Your answer must be every line of the data below that holds the string "Pratt", copied exactly.

--- Data shown Enclosed Below ---

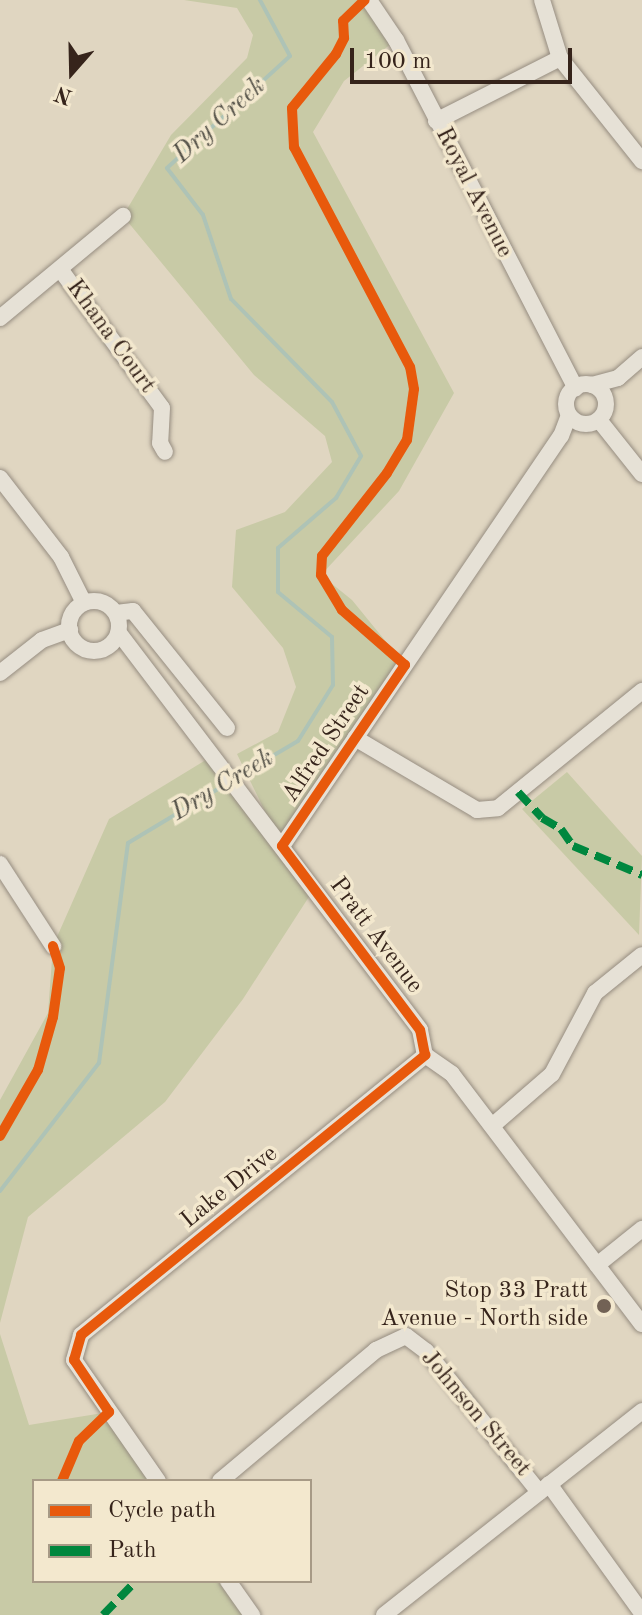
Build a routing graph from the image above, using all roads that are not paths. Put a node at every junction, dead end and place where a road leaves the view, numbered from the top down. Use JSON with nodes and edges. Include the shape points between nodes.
{"nodes":[{"id":1,"x":369,"y":0,"type":"edge"},
{"id":2,"x":542,"y":0,"type":"edge"},
{"id":3,"x":560,"y":58,"type":"junction"},
{"id":4,"x":436,"y":121,"type":"junction"},
{"id":5,"x":642,"y":161,"type":"edge"},
{"id":6,"x":123,"y":216,"type":"dead end"},
{"id":7,"x":60,"y":269,"type":"junction"},
{"id":8,"x":0,"y":318,"type":"edge"},
{"id":9,"x":642,"y":357,"type":"edge"},
{"id":10,"x":618,"y":378,"type":"junction"},
{"id":11,"x":584,"y":386,"type":"junction"},
{"id":12,"x":607,"y":402,"type":"junction"},
{"id":13,"x":575,"y":419,"type":"junction"},
{"id":14,"x":599,"y":420,"type":"junction"},
{"id":15,"x":165,"y":452,"type":"dead end"},
{"id":16,"x":642,"y":474,"type":"edge"},
{"id":17,"x":0,"y":478,"type":"edge"},
{"id":18,"x":84,"y":603,"type":"junction"},
{"id":19,"x":116,"y":613,"type":"junction"},
{"id":20,"x":70,"y":630,"type":"junction"},
{"id":21,"x":114,"y":639,"type":"junction"},
{"id":22,"x":0,"y":673,"type":"edge"},
{"id":23,"x":642,"y":691,"type":"edge"},
{"id":24,"x":227,"y":728,"type":"dead end"},
{"id":25,"x":355,"y":738,"type":"junction"},
{"id":26,"x":282,"y":846,"type":"junction"},
{"id":27,"x":0,"y":864,"type":"edge"},
{"id":28,"x":53,"y":946,"type":"dead end"},
{"id":29,"x":642,"y":955,"type":"edge"},
{"id":30,"x":425,"y":1055,"type":"junction"},
{"id":31,"x":492,"y":1126,"type":"junction"},
{"id":32,"x":642,"y":1229,"type":"edge"},
{"id":33,"x":597,"y":1265,"type":"junction"},
{"id":34,"x":642,"y":1324,"type":"edge"},
{"id":35,"x":642,"y":1411,"type":"edge"},
{"id":36,"x":157,"y":1479,"type":"edge"},
{"id":37,"x":222,"y":1479,"type":"edge"},
{"id":38,"x":544,"y":1488,"type":"junction"},
{"id":39,"x":229,"y":1583,"type":"edge"},
{"id":40,"x":642,"y":1613,"type":"edge"},
{"id":41,"x":252,"y":1615,"type":"edge"},
{"id":42,"x":384,"y":1615,"type":"edge"}],
"edges":[{"from":1,"to":4,"type":"street","name":"Royal Avenue"},
{"from":2,"to":3,"type":"street"},
{"from":3,"to":4,"type":"street"},
{"from":3,"to":5,"type":"street"},
{"from":4,"to":11,"type":"street","name":"Royal Avenue"},
{"from":6,"to":7,"type":"street"},
{"from":7,"to":8,"type":"street"},
{"from":7,"to":15,"type":"street","name":"Khana Court","via":[[162,408],[160,443]]},
{"from":9,"to":10,"type":"street"},
{"from":10,"to":11,"type":"street"},
{"from":10,"to":12,"type":"street"},
{"from":11,"to":12,"type":"street","name":"Royal Avenue"},
{"from":11,"to":13,"type":"street","via":[[567,401]]},
{"from":12,"to":14,"type":"street"},
{"from":13,"to":14,"type":"street","name":"Alfred Street"},
{"from":13,"to":25,"type":"street","name":"Alfred Street"},
{"from":14,"to":16,"type":"street"},
{"from":17,"to":18,"type":"street","via":[[61,557]]},
{"from":18,"to":19,"type":"street","via":[[102,602]]},
{"from":18,"to":20,"type":"street","via":[[74,612]]},
{"from":19,"to":21,"type":"street"},
{"from":19,"to":24,"type":"street","via":[[133,611]]},
{"from":20,"to":21,"type":"street","via":[[79,645],[91,651]]},
{"from":20,"to":22,"type":"street","via":[[42,640]]},
{"from":21,"to":26,"type":"street","name":"Pratt Avenue","via":[[214,755]]},
{"from":23,"to":25,"type":"street","via":[[498,808],[477,810]]},
{"from":25,"to":26,"type":"street","name":"Alfred Street"},
{"from":26,"to":30,"type":"street","name":"Pratt Avenue","via":[[420,1030]]},
{"from":27,"to":28,"type":"street"},
{"from":29,"to":31,"type":"street","via":[[595,993],[552,1074]]},
{"from":30,"to":31,"type":"street","via":[[452,1074]]},
{"from":30,"to":36,"type":"street","name":"Lake Drive","via":[[81,1335],[74,1360]]},
{"from":31,"to":33,"type":"street"},
{"from":32,"to":33,"type":"street"},
{"from":33,"to":34,"type":"street"},
{"from":35,"to":38,"type":"street"},
{"from":37,"to":38,"type":"street","name":"Johnson Street","via":[[376,1350],[406,1336],[426,1351]]},
{"from":38,"to":40,"type":"street"},
{"from":38,"to":42,"type":"street"},
{"from":39,"to":41,"type":"street"}]}
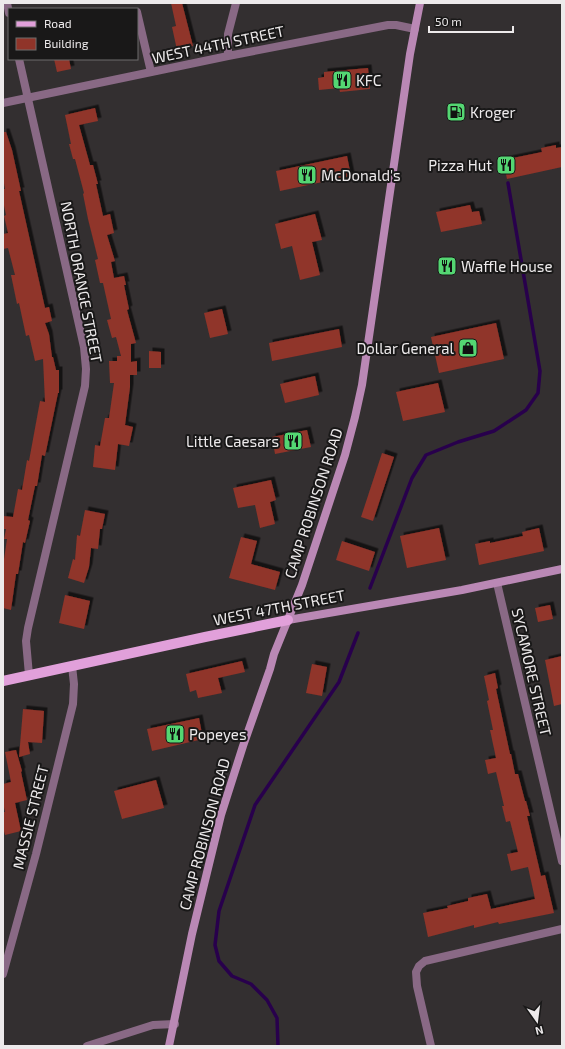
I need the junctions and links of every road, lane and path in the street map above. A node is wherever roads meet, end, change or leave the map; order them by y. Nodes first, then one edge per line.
1 (236, 3) edge
2 (420, 3) edge
3 (138, 15) edge
4 (415, 29) junction
5 (228, 56) junction
6 (20, 60) edge
7 (150, 72) junction
8 (28, 98) junction
9 (3, 103) edge
10 (562, 569) edge
11 (497, 583) junction
12 (288, 620) junction
13 (72, 666) junction
14 (29, 675) junction
15 (3, 681) edge
16 (562, 861) edge
17 (562, 929) edge
18 (3, 974) edge
19 (175, 1024) junction
20 (87, 1046) edge
21 (170, 1046) edge
22 (431, 1046) edge

1 - 5 street
2 - 4 main road, CAMP ROBINSON ROAD
3 - 7 street
4 - 5 street, WEST 44TH STREET
4 - 12 main road, CAMP ROBINSON ROAD
5 - 7 street, WEST 44TH STREET
6 - 8 street, NORTH ORANGE STREET
7 - 8 street, WEST 44TH STREET
8 - 9 street, WEST 44TH STREET
8 - 14 street, NORTH ORANGE STREET
10 - 11 main road, WEST 47TH STREET
11 - 12 main road, WEST 47TH STREET
11 - 16 street, SYCAMORE STREET
12 - 13 main road, WEST 47TH STREET
12 - 19 main road, CAMP ROBINSON ROAD
13 - 14 main road, WEST 47TH STREET
13 - 18 street, MASSIE STREET
14 - 15 main road, WEST 47TH STREET
17 - 22 street
19 - 20 street
19 - 21 main road, CAMP ROBINSON ROAD

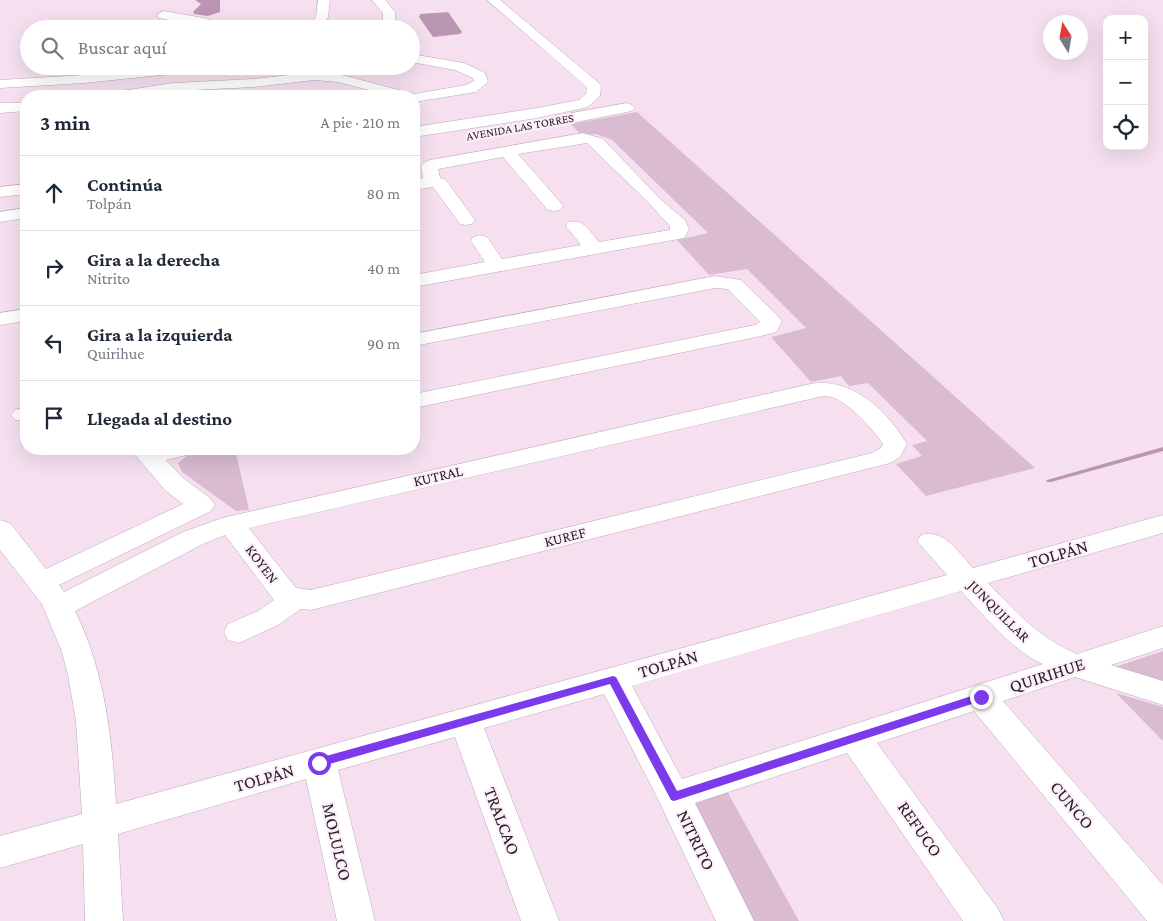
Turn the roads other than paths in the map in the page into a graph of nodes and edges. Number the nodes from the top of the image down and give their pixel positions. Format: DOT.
graph roads {
  1 [pos="324,0"];
  2 [pos="378,0"];
  3 [pos="493,0"];
  4 [pos="163,15"];
  5 [pos="192,20"];
  6 [pos="320,20"];
  7 [pos="389,20"];
  8 [pos="420,60"];
  9 [pos="45,75"];
  10 [pos="122,75"];
  11 [pos="2,81"];
  12 [pos="154,90"];
  13 [pos="385,90"];
  14 [pos="420,98"];
  15 [pos="20,107"];
  16 [pos="0,108"];
  17 [pos="627,108"];
  18 [pos="420,131"];
  19 [pos="420,144"];
  20 [pos="507,152"];
  21 [pos="422,183"];
  22 [pos="20,189"];
  23 [pos="0,192"];
  24 [pos="554,206"];
  25 [pos="20,214"];
  26 [pos="0,217"];
  27 [pos="466,220"];
  28 [pos="575,226"];
  29 [pos="480,241"];
  30 [pos="594,249"];
  31 [pos="497,266"];
  32 [pos="420,280"];
  33 [pos="20,302"];
  34 [pos="0,305"];
  35 [pos="20,316"];
  36 [pos="0,319"];
  37 [pos="420,339"];
  38 [pos="420,400"];
  39 [pos="894,449"];
  40 [pos="148,455"];
  41 [pos="232,524"];
  42 [pos="1163,524"];
  43 [pos="2,538"];
  44 [pos="931,541"];
  45 [pos="968,579"];
  46 [pos="50,595"];
  47 [pos="296,599"];
  48 [pos="240,632"];
  49 [pos="1163,638"];
  50 [pos="1076,666"];
  51 [pos="613,680"];
  52 [pos="1163,693"];
  53 [pos="981,697"];
  54 [pos="465,721"];
  55 [pos="855,738"];
  56 [pos="319,763"];
  57 [pos="674,796"];
  58 [pos="100,824"];
  59 [pos="0,852"];
  60 [pos="1163,912"];
  61 [pos="104,921"];
  62 [pos="356,921"];
  63 [pos="540,921"];
  64 [pos="735,921"];
  65 [pos="986,921"];
  1 -- 6 [label="street"];
  2 -- 7 [label="street"];
  3 -- 18 [label="street"];
  4 -- 5 [label="street"];
  8 -- 14 [label="street"];
  9 -- 11 [label="street"];
  10 -- 11 [label="street"];
  12 -- 13 [label="street"];
  15 -- 16 [label="street"];
  17 -- 19 [label="street, AVENIDA LAS TORRES"];
  20 -- 21 [label="street"];
  20 -- 24 [label="street"];
  20 -- 30 [label="street"];
  21 -- 27 [label="street"];
  22 -- 23 [label="street"];
  25 -- 26 [label="street"];
  28 -- 30 [label="street"];
  29 -- 31 [label="street"];
  30 -- 31 [label="street"];
  31 -- 32 [label="street"];
  33 -- 34 [label="street"];
  35 -- 36 [label="street"];
  37 -- 38 [label="street"];
  39 -- 41 [label="street, KUTRAL"];
  39 -- 47 [label="street, KUREF"];
  40 -- 46 [label="street"];
  41 -- 46 [label="street, KUTRAL"];
  41 -- 47 [label="street, KOYEN"];
  42 -- 45 [label="street, TOLPÁN"];
  43 -- 46 [label="street"];
  44 -- 45 [label="street, JUNQUILLAR"];
  45 -- 50 [label="street, JUNQUILLAR"];
  45 -- 51 [label="street, TOLPÁN"];
  46 -- 58 [label="street"];
  47 -- 48 [label="street"];
  49 -- 50 [label="street, QUIRIHUE"];
  50 -- 52 [label="street, JUNQUILLAR"];
  50 -- 53 [label="street, QUIRIHUE"];
  51 -- 54 [label="street, TOLPÁN"];
  51 -- 57 [label="street, NITRITO"];
  53 -- 55 [label="street, QUIRIHUE"];
  53 -- 60 [label="street, CUNCO"];
  54 -- 56 [label="street, TOLPÁN"];
  54 -- 63 [label="street, TRALCAO"];
  55 -- 57 [label="street, QUIRIHUE"];
  55 -- 65 [label="street, REFUCO"];
  56 -- 58 [label="street, TOLPÁN"];
  56 -- 62 [label="street, MOLULCO"];
  57 -- 64 [label="street, NITRITO"];
  58 -- 59 [label="street, TOLPÁN"];
  58 -- 61 [label="street"];
}
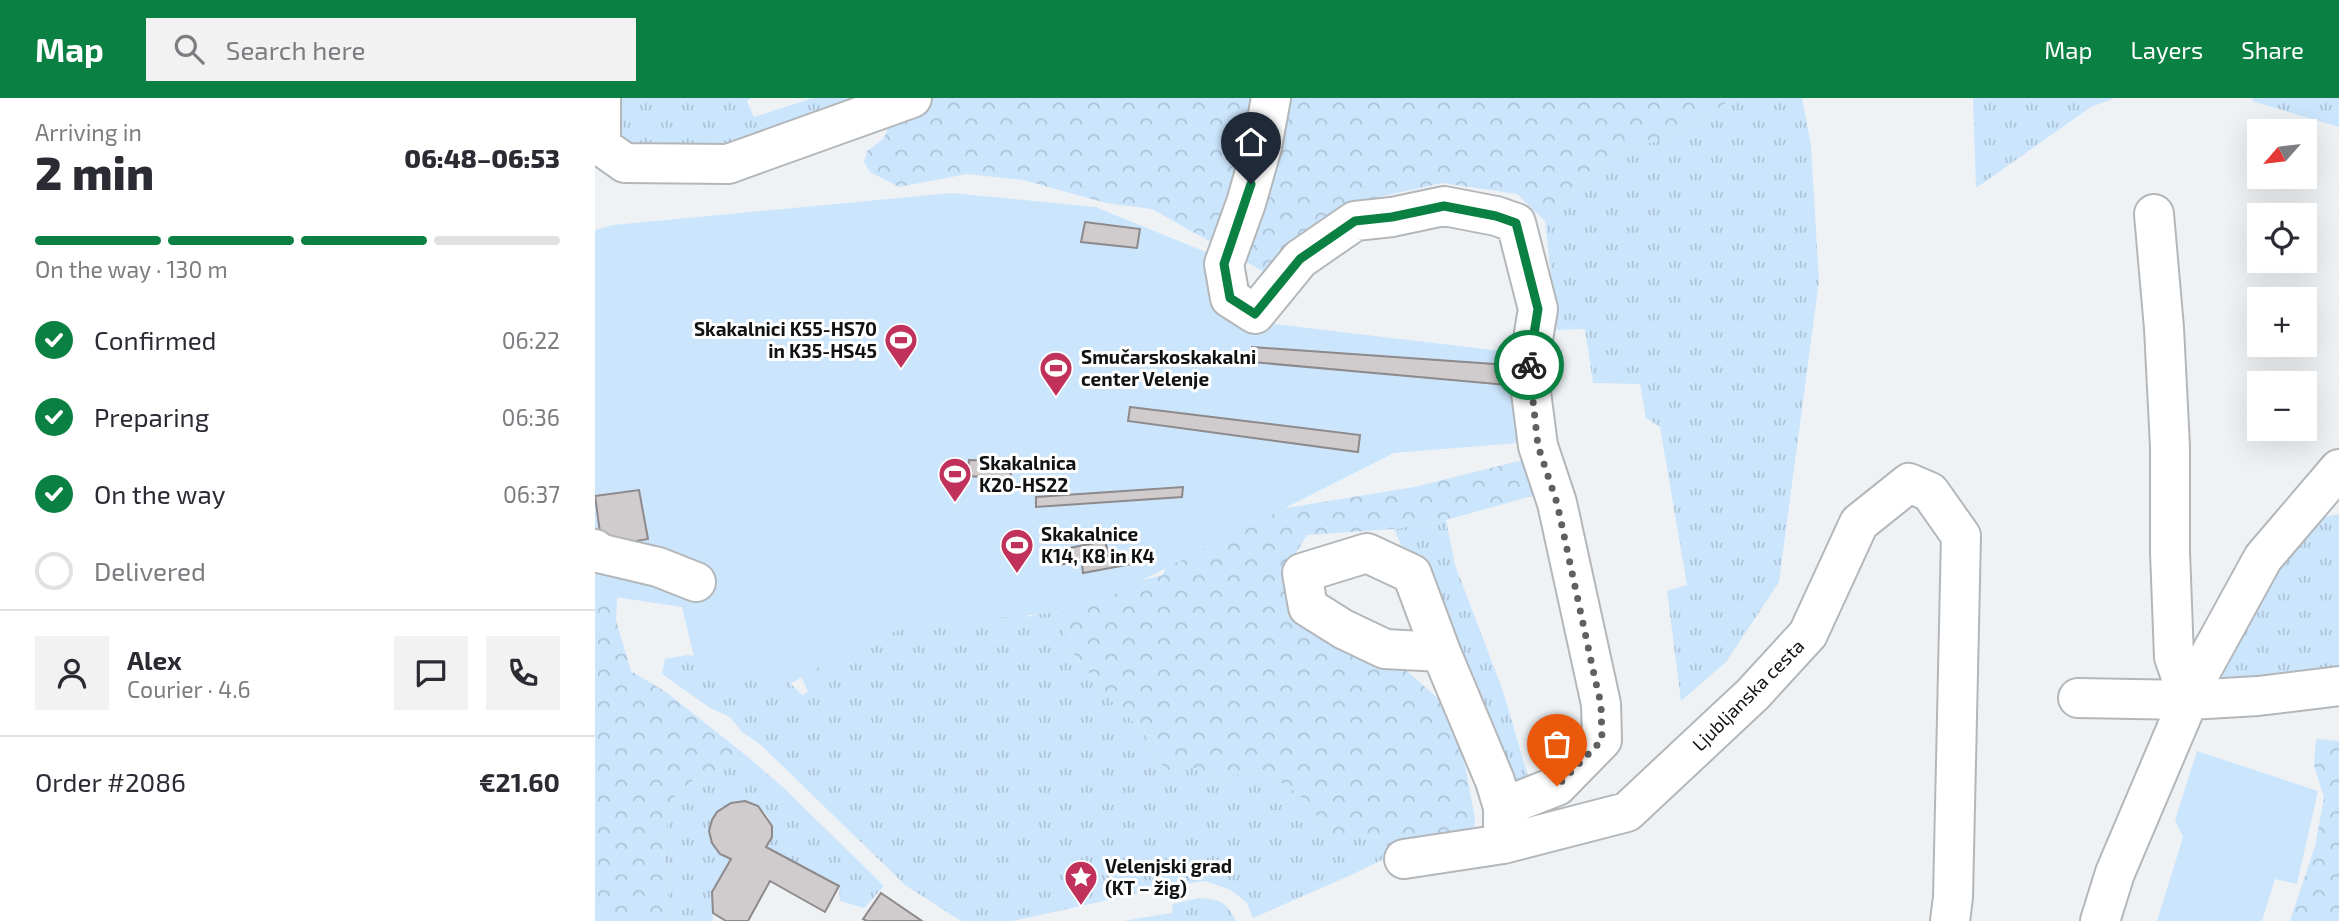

--- End of Enclosed Data shown ---

Solution to this problem -
{"from":21,"to":26,"type":"street","name":"Pratt Avenue","via":[[214,755]]},
{"from":26,"to":30,"type":"street","name":"Pratt Avenue","via":[[420,1030]]},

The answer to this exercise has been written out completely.